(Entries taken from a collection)
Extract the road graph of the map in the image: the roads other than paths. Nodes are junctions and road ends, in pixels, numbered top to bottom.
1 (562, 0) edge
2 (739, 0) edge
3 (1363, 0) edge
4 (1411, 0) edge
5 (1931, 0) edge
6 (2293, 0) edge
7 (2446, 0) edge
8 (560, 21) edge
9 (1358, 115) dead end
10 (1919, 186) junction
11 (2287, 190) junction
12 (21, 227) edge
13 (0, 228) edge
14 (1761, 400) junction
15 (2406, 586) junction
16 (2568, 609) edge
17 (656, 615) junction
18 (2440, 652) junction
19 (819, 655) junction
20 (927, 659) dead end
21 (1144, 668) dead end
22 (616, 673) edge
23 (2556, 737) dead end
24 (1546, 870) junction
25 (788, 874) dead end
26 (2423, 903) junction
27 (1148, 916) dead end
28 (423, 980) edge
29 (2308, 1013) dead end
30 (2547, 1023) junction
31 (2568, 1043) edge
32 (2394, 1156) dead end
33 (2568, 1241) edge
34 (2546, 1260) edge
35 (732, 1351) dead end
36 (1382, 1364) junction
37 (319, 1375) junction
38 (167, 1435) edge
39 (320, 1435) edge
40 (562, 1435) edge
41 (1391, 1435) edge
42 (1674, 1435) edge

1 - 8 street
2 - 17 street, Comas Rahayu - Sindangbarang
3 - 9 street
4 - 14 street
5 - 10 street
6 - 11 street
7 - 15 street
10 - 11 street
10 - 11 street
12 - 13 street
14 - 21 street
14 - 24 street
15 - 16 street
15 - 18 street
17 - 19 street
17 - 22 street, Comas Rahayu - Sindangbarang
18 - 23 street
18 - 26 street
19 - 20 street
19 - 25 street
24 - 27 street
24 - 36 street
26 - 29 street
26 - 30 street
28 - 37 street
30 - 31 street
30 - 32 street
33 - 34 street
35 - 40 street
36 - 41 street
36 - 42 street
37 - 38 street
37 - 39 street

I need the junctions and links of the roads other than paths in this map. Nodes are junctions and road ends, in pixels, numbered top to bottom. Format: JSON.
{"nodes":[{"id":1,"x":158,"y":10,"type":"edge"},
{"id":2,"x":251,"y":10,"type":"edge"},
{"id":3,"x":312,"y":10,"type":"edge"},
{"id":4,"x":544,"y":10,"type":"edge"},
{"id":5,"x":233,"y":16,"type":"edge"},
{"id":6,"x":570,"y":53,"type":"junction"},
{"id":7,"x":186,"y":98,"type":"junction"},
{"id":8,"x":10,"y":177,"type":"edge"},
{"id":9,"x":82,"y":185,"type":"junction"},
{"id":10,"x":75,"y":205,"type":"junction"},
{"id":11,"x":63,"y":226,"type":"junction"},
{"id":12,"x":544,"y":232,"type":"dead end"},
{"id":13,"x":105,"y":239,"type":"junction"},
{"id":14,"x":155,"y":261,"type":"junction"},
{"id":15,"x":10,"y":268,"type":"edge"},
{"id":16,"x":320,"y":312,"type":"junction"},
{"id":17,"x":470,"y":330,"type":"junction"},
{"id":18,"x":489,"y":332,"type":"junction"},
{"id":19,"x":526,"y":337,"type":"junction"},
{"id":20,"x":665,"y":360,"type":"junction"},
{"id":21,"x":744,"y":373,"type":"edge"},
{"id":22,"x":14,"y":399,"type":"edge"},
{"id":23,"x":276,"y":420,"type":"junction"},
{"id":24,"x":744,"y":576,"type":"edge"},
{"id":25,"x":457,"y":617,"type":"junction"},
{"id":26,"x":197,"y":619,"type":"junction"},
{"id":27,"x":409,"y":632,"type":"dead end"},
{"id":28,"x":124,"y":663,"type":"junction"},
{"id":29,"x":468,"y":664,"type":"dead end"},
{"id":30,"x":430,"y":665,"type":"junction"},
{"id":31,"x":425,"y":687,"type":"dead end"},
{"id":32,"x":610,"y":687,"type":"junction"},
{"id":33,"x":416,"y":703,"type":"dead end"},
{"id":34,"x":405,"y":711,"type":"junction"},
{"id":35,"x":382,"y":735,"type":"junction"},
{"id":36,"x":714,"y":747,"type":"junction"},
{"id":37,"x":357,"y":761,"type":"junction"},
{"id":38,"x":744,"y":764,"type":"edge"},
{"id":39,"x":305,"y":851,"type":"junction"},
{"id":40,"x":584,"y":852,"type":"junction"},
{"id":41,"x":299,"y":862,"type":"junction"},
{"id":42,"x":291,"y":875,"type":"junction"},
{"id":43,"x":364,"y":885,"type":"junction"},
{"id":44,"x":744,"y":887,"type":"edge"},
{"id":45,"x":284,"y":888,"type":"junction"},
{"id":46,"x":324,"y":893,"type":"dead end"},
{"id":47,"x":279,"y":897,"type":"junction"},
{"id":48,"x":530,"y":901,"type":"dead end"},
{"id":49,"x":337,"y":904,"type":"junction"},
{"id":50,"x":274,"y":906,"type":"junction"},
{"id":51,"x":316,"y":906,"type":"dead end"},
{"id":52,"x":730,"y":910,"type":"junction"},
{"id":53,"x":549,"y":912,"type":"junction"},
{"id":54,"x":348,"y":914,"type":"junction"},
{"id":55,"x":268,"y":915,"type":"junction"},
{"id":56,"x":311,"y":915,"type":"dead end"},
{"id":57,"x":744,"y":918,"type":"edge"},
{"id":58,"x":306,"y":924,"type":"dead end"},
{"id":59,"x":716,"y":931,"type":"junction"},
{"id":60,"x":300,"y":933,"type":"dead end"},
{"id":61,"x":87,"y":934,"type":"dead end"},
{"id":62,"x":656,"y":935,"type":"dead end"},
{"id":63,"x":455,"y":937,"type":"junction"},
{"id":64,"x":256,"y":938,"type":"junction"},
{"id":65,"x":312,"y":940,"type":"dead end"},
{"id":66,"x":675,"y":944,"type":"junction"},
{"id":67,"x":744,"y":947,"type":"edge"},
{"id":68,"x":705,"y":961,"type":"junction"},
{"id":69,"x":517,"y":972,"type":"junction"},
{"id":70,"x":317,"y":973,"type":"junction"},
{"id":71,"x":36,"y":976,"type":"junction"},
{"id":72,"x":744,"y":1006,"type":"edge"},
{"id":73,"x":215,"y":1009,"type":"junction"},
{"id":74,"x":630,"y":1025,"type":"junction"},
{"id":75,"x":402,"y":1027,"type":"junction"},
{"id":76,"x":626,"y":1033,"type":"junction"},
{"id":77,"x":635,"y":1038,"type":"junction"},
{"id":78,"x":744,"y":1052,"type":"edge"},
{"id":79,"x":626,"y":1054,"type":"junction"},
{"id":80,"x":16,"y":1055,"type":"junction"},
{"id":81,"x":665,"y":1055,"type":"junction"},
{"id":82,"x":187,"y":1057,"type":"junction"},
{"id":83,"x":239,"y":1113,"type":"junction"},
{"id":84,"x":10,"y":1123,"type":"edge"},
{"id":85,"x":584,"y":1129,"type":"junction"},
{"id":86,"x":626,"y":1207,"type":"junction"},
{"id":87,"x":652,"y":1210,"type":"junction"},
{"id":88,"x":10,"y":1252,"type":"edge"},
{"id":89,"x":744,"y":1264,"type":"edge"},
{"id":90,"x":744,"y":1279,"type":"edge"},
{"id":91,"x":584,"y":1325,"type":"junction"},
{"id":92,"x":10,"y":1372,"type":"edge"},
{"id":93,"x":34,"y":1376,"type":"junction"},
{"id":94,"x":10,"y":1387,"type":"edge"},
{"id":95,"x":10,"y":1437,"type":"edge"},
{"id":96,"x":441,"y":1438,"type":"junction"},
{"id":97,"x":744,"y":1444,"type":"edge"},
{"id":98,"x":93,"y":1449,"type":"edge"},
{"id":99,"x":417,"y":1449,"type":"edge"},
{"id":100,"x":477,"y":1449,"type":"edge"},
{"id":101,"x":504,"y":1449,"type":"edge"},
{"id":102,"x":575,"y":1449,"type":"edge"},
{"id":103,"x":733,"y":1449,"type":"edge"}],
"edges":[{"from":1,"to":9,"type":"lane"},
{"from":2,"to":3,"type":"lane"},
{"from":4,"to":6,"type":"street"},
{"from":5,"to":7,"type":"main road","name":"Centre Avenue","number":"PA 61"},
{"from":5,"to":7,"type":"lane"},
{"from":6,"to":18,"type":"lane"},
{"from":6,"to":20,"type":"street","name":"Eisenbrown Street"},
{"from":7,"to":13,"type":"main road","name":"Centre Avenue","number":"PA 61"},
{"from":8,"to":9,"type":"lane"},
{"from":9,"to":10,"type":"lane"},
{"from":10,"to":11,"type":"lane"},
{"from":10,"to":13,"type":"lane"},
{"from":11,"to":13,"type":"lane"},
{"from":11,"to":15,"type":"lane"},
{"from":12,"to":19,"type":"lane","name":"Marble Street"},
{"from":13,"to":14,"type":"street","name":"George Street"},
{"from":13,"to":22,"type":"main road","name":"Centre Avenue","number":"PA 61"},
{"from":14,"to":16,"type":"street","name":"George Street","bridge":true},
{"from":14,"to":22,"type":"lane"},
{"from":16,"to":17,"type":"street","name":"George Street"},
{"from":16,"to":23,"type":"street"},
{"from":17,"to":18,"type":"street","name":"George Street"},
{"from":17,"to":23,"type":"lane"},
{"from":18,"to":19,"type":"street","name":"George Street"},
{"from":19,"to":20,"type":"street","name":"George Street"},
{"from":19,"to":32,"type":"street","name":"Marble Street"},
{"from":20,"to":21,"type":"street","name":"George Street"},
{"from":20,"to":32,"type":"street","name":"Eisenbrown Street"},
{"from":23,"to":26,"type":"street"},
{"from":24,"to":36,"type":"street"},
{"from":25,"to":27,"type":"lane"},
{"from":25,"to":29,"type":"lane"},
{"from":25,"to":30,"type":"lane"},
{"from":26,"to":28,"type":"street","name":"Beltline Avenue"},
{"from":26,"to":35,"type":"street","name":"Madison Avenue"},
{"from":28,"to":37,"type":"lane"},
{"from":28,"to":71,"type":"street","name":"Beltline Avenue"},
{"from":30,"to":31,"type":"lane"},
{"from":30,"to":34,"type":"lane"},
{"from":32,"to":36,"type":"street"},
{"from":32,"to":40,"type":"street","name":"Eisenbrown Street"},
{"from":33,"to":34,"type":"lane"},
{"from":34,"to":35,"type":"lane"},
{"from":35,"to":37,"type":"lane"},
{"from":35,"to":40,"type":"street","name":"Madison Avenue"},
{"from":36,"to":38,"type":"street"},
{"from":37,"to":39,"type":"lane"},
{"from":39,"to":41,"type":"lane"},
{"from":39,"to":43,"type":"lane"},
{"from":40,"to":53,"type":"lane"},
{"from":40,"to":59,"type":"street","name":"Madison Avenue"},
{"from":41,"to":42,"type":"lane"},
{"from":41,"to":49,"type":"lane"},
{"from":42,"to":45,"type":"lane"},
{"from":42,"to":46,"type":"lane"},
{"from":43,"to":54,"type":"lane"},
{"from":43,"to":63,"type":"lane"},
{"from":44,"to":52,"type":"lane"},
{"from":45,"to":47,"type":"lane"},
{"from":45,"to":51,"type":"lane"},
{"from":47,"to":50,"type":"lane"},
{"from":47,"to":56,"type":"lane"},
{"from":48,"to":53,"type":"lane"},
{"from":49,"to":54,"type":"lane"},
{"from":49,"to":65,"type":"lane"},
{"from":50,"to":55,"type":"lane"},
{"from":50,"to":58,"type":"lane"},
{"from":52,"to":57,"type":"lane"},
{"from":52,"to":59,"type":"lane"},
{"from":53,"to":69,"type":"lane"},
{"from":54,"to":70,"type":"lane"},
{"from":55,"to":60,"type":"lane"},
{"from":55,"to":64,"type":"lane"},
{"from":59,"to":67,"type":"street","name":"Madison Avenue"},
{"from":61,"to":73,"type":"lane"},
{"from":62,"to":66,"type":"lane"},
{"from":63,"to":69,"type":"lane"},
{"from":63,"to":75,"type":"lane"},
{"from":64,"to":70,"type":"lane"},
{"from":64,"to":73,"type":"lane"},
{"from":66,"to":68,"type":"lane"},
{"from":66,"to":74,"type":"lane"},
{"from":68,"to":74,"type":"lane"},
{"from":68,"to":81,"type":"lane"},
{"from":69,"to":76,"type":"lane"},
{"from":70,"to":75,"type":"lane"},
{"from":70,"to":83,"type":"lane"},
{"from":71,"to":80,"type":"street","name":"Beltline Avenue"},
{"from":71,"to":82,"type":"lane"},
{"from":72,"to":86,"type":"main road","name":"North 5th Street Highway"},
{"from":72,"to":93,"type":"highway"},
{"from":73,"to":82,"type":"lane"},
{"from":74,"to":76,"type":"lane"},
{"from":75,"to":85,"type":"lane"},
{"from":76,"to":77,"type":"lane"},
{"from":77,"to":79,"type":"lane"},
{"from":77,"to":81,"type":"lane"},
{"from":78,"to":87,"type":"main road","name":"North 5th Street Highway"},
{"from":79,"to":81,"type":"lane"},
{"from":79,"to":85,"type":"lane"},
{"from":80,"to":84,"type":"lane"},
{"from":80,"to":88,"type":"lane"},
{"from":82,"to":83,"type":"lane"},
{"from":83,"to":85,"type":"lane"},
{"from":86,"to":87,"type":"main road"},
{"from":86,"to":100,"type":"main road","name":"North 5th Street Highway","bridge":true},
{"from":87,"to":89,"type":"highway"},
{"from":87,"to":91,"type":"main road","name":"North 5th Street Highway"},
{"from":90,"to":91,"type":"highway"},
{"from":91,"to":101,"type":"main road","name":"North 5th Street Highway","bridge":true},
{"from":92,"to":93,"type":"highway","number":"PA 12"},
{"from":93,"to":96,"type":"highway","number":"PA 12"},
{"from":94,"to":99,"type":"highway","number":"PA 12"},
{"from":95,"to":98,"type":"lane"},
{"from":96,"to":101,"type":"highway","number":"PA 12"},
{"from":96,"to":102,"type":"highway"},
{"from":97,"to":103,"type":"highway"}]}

→ What the exercise asks
Look for the word "Beltline". Copy out every line of the data that has it.

→ Solution to this exercise
{"from":26,"to":28,"type":"street","name":"Beltline Avenue"},
{"from":28,"to":71,"type":"street","name":"Beltline Avenue"},
{"from":71,"to":80,"type":"street","name":"Beltline Avenue"},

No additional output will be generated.